A concrete, structured curriculum does not have to take place while a kid sits down at a desk or table to do it, at age six, or even at ages eight or ten. There are lots of active games to play that work on exactly the same skills you would find in a typical K-1 program.

Peggy Kaye's series of books (Games For Math, Games For Learning, Games For Reading) are wonderful fonts of ideas for very simple games (most libraries have them). Example: write numbers from 1 to 10 in colorful chalk on the driveway or sidewalk and call out numbers, or simple addition problems, or whatever you're working on, that requires him to jump and hop all over the place onto the number that is the answer. There's a commercial game that is similar: it has a plastic mat with numbers on it, and an audio unit type thing that calls out numbers or problems and the kid jumps to the square with the right number on it. It beeps and lights up, that kind of thing.

Make your beginning phonics work similarly active. Paint and decorate cardboard letters (oversized ones), trace sandpaper letters, write in shaving cream squirted on the shower wall, spray or squirt letter shapes with tinted water. Hang up pieces of paper, each with a letter you're working on recognizing, written with large, bright markers, on a wall and do target practice with bean bags or small balls, shouting out the letter names you're aiming for each time. I've read about writing letters on a board high up on a wall so the child has to jump up to touch them as you call out the letter sound or name. Or write outside: in the dirt, in the sand, in the mud -- have your son make the hugest letter he can to start with, as a kind of game. and then walk or jump all over it.

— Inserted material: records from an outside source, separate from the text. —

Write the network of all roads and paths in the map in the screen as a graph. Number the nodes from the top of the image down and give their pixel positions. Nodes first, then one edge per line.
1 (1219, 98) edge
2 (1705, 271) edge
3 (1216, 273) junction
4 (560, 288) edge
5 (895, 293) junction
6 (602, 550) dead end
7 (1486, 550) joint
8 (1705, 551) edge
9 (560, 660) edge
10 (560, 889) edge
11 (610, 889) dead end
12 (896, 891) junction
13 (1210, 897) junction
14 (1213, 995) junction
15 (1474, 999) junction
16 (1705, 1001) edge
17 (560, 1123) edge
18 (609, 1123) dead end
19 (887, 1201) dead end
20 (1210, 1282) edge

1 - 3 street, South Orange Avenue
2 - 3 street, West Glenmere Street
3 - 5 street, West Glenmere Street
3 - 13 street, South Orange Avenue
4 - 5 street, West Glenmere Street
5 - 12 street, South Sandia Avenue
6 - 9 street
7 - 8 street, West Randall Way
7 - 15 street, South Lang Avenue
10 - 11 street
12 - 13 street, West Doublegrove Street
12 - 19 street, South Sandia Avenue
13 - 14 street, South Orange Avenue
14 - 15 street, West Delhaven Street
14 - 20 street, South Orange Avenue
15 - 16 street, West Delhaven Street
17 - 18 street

You don't need to do much more with a six-year-old, but your child might also love hands-on, messy science: there are kits for young children for making slime, mixing colors, investigating bubbles, making simple balloon rockets, etc.

I'd take heart in his love of drawing and painting. Will he draw while you read? Some kids cannot sit still without doing something with their hands, such as building with blocks, playing with play dough, etc. Others can listen if they bounce on a ball or jump on a mini-trampoline. See if anything at all like this will work.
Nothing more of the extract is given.